ARASA: Show us the Money for Health

Wanting to raise public interest around the funding crisis for health in Sub-Saharan Africa and extend their support base to a young audience who would mobilise around this issue, ARASA turned to creative campaign tactics. Inspired by the correlation between excessive government spending on personal luxuries, like birthday parties and flash cars, and the “bling culture” of hip-hop and rap artists, ARASA created a mock music video, “Lords of the Bling”.

Although the online distribution of this video has been a part of this campaign's outreach, a large portion of their audience have no access to internet, says Paula Akugizibwe, ARASA's HIV/TB Treatment Literacy Co-ordinator. One innovative way ARASA reached people in South African townships, Langa and Khayalitsha, was to create a moving cinema. They erected a screen on the back of a flat-bed truck, loaned to them, and drove around creating impromptu screenings in these communities.

Whenever the video is shown, doctored dollar bills Paula describes as “mini fact-sheets”, are also distributed. The dollar bills have been a huge success, Paula explains, mainly because they are easy to localise with new information according to which country they are being distributed in. They also provide an easy way for people, who are not directly involved in the campaign, to contribute in some way, for example the popular South African band, 340ml threw them into the audience at their concert in Johannesburg.

The third arm of the campaign is, according to Paula, ARASA's “greatest prop”, a giant inflatable eyeball which accompanies advocates to various events, and represents the advocates' “watch” over authorities. Since its popularity offline, ARASA has transformed the eyeball into the Facebook persona, Eye-Spy. Eye-Spy tattles on government spending and encourages Facebook friends to become “spies” too and post news and information related to the funding crisis. Paula has found that is a very easy way to activate usually non-political people to engage in this awareness-raising activity.

Looking back on the success of the campaign, Paula says that bringing creativity to traditional advocacy requires great courage.She recalls preparing to present the campaign after four scientists had presented their data at the press conference for the International Aids Society last year,. “There I was with my gangster-rap video and dollar bills and I really second guessed myself,” she said. But she is confident “the message got through in a much stronger way than it would have if I had stood up there and said exactly the same thing with a Powerpoint and a speech.”
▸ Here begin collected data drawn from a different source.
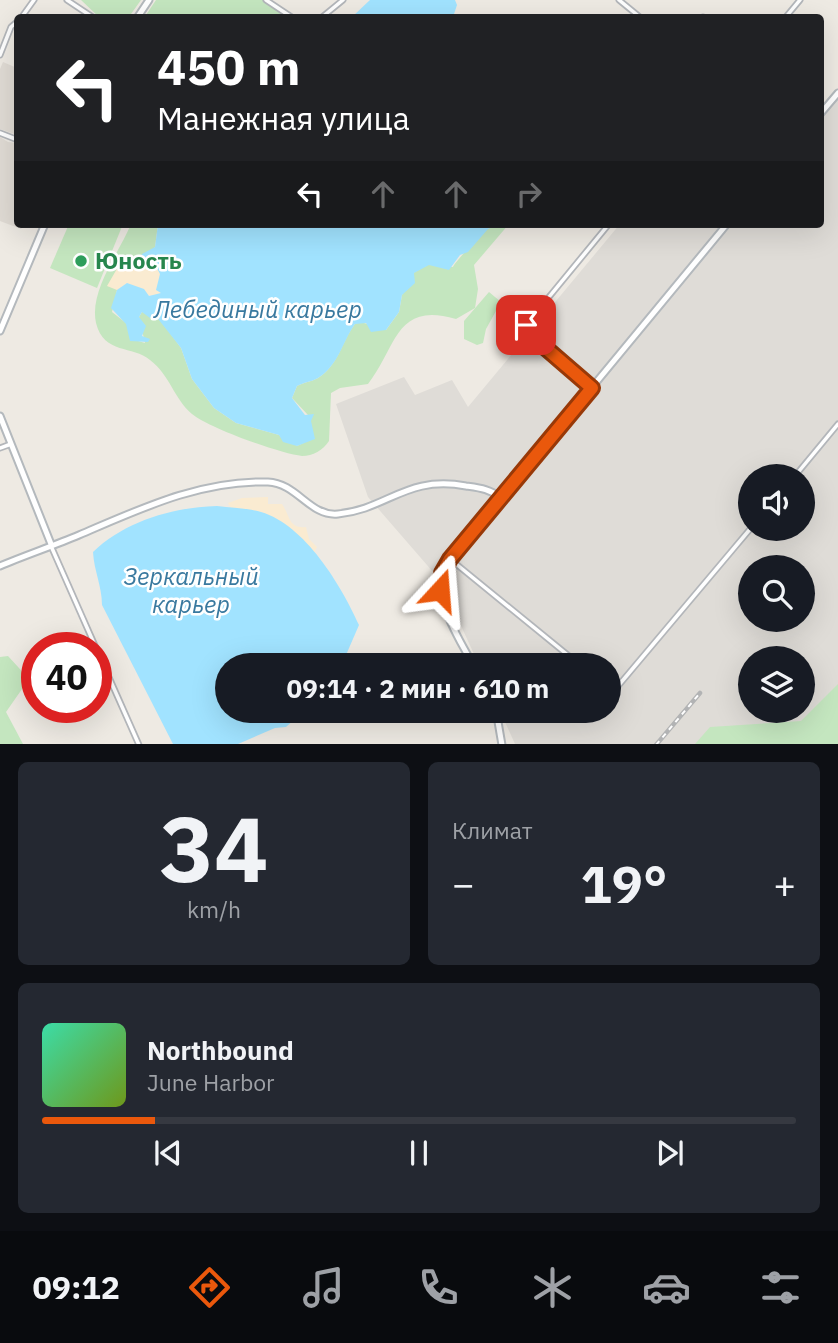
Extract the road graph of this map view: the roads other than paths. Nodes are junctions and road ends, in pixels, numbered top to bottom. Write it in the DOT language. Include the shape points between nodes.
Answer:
graph roads {
  1 [pos="34,0"];
  2 [pos="67,0"];
  3 [pos="266,0"];
  4 [pos="343,0"];
  5 [pos="620,0"];
  6 [pos="800,0"];
  7 [pos="23,14"];
  8 [pos="87,14"];
  9 [pos="287,14"];
  10 [pos="326,14"];
  11 [pos="637,14"];
  12 [pos="788,14"];
  13 [pos="14,24"];
  14 [pos="0,55"];
  15 [pos="838,93"];
  16 [pos="824,109"];
  17 [pos="43,228"];
  18 [pos="606,228"];
  19 [pos="724,228"];
  20 [pos="0,331"];
  21 [pos="592,388"];
  22 [pos="0,416"];
  23 [pos="838,424"];
  24 [pos="11,444"];
  25 [pos="0,448"];
  26 [pos="805,464"];
  27 [pos="501,498"];
  28 [pos="740,541"];
  29 [pos="51,544"];
  30 [pos="450,559"];
  31 [pos="0,566"];
  32 [pos="89,632"];
  33 [pos="467,653"];
  34 [pos="565,653"];
  35 [pos="621,682"];
  36 [pos="112,684"];
  37 [pos="498,723"];
  38 [pos="139,744"];
  39 [pos="502,744"];
  1 -- 7 [label="street"];
  2 -- 8 [label="street"];
  3 -- 9 [label="street"];
  4 -- 10 [label="street"];
  5 -- 11 [label="street"];
  6 -- 12 [label="street"];
  13 -- 14 [label="street"];
  15 -- 16 [label="street"];
  17 -- 20 [label="street"];
  18 -- 21 [label="street" via="526,325 526,331"];
  19 -- 21 [label="street"];
  21 -- 27 [label="street"];
  22 -- 24 [label="street"];
  23 -- 26 [label="street"];
  24 -- 25 [label="street"];
  24 -- 29 [label="street"];
  27 -- 29 [label="street" via="491,491 441,482 333,514 317,510 279,483 212,487 163,499"];
  27 -- 30 [label="street"];
  28 -- 35 [label="street"];
  29 -- 31 [label="street"];
  29 -- 32 [label="street"];
  30 -- 33 [label="street" via="442,573 441,598"];
  30 -- 34 [label="street"];
  36 -- 38 [label="street"];
  37 -- 39 [label="street"];
}
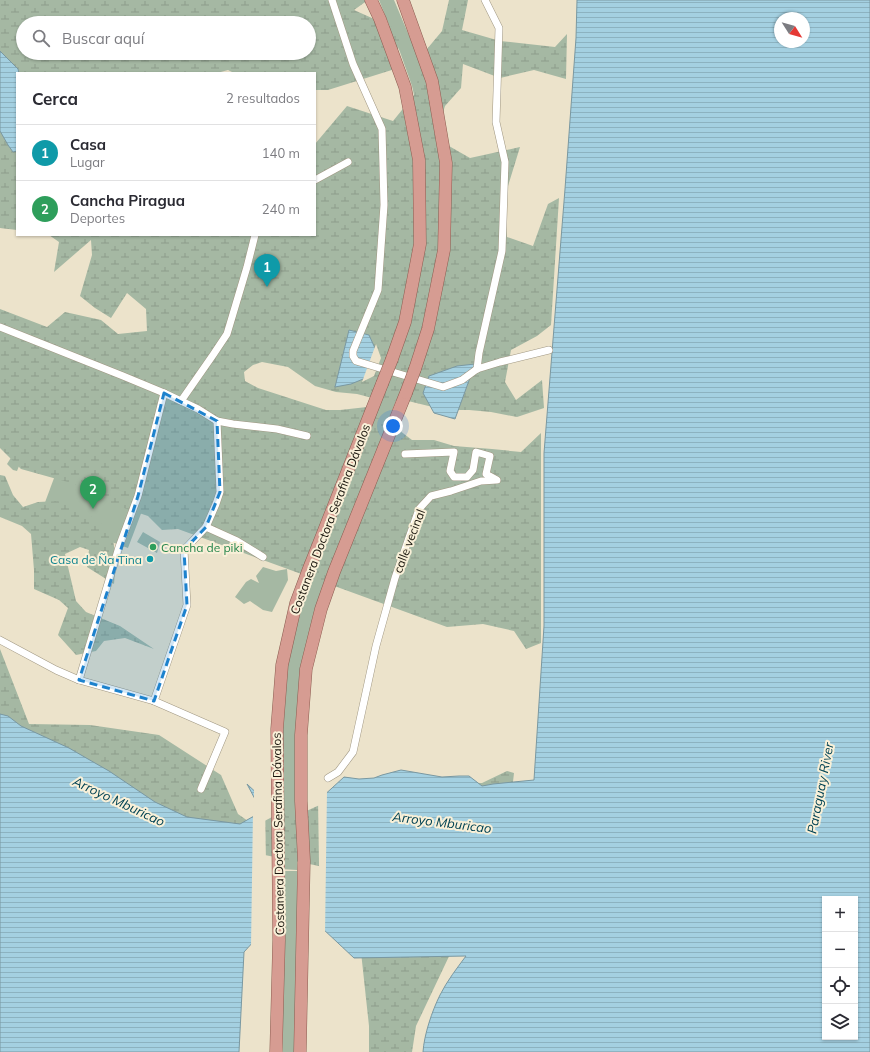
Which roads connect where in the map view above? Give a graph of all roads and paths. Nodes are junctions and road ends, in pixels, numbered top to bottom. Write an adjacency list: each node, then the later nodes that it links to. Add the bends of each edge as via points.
1 (332, 0): 10 (street, via 353,64 382,129 384,205 378,290 353,350 353,356 356,361 443,387 462,380)
2 (372, 0): 23 (highway, Costanera Doctora Serafina Dávalos, bridge, via 405,87 419,160 420,244 405,322 296,603 282,665 277,730 279,940)
3 (403, 0): 24 (highway, Costanera Doctora Serafina Dávalos, bridge, via 432,81 446,163 444,250 428,329 415,369 334,572 321,609 306,669 301,735 304,861)
4 (485, 0): 10 (street, via 499,28 496,122 504,162 502,251)
5 (348, 162): 6 (street)
6 (316, 179)
7 (255, 236): 12 (street, via 227,334)
8 (0, 327): 11 (street)
9 (549, 350): 10 (street)
10 (477, 369)
11 (164, 393): 12 (street); 19 (street, via 138,496 119,547)
12 (181, 401): 13 (street)
13 (216, 420): 14 (street); 16 (street, via 220,492)
14 (307, 436)
15 (405, 454): 21 (street, calle vecinal, via 454,452 450,471 454,477 467,477 473,470 476,452 490,456 486,474 497,480 481,481 431,496 419,509 395,578 376,646 353,752 338,772)
16 (206, 527): 17 (street, via 237,540); 20 (street, via 184,550 187,605)
17 (263, 557)
18 (0, 640): 19 (street)
19 (79, 680): 20 (street)
20 (154, 701): 22 (street, via 225,732)
21 (328, 778)
22 (201, 789)
23 (276, 1052)
24 (300, 1052)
TOOLS USED: Facebook, Youtube, professional video editing software

REACH: Zambia, South Africa, Malawi, Swaziland and Botswana; ARASA is looking to expand globally.

COST: USD$ 1380 for the filming and editing of the second video, USD$ 215 for the inflatable eye, USD$ 60 for the design of the dollar bills, USD$ 500 for every batch of 12 000 dollar bills printed, ongoing staff costs.

RESOURCES: 9 organisations in Southern Africa who jointly manage the campaign and a network of around 49 partner organisations who help implement it in their respective countries. Interns sponsored by OSI to develop the online side of the campaign. TIME: 6 months to plan and execute the three different branches of the campaign


LINKS TO LEARN MORE: Campaign page Eye-Spy on Facebook

Images: (1) The dollar bill for Swaziland (2) Eye-Spy at a rally in Cape Town, South Africa. Source: Veronica Cecil, on Eye-Spy Facebook profile.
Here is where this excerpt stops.